**The task:** Look through the data below and say how many of its lines contain "name", adding nothing else.

┌─ Data provided

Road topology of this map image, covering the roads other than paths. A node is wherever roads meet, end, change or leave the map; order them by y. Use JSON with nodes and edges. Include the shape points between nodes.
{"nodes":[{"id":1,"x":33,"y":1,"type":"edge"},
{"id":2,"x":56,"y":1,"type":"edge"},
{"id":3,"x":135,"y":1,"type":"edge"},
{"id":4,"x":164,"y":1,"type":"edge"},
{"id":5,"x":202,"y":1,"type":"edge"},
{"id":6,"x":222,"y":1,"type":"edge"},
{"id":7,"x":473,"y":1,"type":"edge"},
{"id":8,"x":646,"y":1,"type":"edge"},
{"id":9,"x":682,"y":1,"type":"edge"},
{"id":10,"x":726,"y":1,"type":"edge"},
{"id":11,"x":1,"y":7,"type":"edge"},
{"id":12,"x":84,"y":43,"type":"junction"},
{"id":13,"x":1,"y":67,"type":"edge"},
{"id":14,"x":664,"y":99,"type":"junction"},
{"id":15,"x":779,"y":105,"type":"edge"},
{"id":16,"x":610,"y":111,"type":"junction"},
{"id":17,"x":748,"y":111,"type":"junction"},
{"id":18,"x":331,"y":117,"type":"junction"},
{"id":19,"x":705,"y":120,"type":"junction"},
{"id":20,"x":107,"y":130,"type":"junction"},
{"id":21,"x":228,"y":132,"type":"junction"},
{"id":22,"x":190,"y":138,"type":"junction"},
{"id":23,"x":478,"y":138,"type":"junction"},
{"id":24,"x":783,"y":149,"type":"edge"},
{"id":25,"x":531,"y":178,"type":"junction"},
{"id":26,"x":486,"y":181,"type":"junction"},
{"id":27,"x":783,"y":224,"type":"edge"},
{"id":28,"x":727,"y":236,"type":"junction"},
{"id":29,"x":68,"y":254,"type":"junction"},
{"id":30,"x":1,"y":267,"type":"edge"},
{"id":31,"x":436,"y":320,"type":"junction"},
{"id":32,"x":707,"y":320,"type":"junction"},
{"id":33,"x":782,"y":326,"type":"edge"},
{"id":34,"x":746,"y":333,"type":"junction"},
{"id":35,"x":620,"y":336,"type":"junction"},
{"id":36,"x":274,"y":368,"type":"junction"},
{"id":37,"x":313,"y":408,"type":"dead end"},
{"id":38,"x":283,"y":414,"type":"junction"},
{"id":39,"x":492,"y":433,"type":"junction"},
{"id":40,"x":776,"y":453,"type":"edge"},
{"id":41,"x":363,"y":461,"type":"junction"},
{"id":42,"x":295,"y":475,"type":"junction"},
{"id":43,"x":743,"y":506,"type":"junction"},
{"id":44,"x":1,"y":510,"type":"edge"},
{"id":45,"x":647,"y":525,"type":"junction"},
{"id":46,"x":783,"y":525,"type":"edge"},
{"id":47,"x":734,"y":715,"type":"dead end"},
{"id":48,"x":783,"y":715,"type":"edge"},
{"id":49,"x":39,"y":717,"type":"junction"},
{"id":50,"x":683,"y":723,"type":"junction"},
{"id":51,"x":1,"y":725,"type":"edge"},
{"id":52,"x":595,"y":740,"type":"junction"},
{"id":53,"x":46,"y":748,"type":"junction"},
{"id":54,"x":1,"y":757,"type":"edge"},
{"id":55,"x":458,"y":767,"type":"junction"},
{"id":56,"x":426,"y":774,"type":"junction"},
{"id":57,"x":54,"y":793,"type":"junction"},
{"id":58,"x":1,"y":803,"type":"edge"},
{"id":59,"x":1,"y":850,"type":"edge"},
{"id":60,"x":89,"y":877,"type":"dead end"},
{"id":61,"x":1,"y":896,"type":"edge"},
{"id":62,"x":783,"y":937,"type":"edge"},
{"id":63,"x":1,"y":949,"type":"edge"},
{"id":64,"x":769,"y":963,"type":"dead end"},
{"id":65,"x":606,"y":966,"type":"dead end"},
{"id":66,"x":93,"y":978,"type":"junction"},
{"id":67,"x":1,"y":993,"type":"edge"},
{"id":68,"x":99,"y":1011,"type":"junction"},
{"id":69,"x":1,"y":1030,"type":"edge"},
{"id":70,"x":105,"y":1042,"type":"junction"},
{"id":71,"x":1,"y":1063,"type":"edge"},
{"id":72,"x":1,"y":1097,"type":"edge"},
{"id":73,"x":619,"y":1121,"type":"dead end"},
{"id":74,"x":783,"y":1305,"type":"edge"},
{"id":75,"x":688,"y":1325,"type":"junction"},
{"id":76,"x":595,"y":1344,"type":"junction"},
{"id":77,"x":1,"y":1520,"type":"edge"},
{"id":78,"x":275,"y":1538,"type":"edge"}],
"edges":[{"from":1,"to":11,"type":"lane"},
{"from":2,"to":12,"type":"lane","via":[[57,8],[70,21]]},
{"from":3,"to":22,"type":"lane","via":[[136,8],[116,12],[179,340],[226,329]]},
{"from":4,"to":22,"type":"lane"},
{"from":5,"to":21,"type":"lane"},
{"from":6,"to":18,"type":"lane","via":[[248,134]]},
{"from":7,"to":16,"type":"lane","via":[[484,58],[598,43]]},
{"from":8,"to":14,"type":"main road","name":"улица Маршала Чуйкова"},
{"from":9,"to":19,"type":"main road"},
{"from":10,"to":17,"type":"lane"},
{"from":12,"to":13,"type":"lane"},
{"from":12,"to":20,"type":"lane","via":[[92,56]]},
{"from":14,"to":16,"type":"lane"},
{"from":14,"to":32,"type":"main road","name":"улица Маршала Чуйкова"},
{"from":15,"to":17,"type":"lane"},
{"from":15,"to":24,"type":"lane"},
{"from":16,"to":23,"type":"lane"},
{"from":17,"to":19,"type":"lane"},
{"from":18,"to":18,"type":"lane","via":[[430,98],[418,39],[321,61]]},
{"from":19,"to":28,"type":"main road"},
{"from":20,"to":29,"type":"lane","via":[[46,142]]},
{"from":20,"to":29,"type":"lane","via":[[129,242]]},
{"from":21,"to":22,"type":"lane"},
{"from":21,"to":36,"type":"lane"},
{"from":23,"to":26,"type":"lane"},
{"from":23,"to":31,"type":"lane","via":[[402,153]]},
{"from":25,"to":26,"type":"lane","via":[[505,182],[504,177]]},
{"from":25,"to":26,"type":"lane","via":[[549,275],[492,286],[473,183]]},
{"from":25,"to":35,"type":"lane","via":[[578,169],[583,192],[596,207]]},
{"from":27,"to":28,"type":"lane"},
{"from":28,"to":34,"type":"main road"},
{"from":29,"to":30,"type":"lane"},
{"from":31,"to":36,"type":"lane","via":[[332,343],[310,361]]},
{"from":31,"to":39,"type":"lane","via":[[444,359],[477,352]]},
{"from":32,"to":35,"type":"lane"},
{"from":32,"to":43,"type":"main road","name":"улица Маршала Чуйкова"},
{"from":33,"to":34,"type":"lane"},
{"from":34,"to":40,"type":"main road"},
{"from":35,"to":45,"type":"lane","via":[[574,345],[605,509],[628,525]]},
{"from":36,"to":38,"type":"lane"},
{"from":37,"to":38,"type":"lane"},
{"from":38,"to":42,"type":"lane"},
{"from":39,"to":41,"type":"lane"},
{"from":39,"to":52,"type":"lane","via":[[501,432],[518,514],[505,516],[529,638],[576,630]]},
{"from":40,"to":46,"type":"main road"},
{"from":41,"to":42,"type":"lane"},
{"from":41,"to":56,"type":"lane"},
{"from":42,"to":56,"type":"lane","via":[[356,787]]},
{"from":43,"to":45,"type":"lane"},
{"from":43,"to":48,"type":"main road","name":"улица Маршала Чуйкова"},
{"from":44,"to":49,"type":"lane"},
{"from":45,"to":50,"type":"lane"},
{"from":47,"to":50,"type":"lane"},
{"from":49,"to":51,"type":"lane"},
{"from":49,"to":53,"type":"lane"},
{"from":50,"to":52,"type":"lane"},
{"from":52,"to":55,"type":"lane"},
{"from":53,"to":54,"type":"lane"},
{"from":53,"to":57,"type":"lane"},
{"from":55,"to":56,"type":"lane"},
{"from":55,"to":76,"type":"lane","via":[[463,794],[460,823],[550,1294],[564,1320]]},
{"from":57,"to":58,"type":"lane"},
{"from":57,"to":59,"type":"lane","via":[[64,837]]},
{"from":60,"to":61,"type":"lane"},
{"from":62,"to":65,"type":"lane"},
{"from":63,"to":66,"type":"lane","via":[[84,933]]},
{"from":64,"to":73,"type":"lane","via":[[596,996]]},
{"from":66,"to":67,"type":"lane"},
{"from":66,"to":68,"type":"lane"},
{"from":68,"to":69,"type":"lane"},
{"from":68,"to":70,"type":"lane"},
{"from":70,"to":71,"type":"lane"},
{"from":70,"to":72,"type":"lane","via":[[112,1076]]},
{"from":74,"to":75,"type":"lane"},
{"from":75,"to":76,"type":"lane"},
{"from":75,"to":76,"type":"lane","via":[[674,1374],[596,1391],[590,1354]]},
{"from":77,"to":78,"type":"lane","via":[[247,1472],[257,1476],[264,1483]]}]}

└─

**Written answer:** 4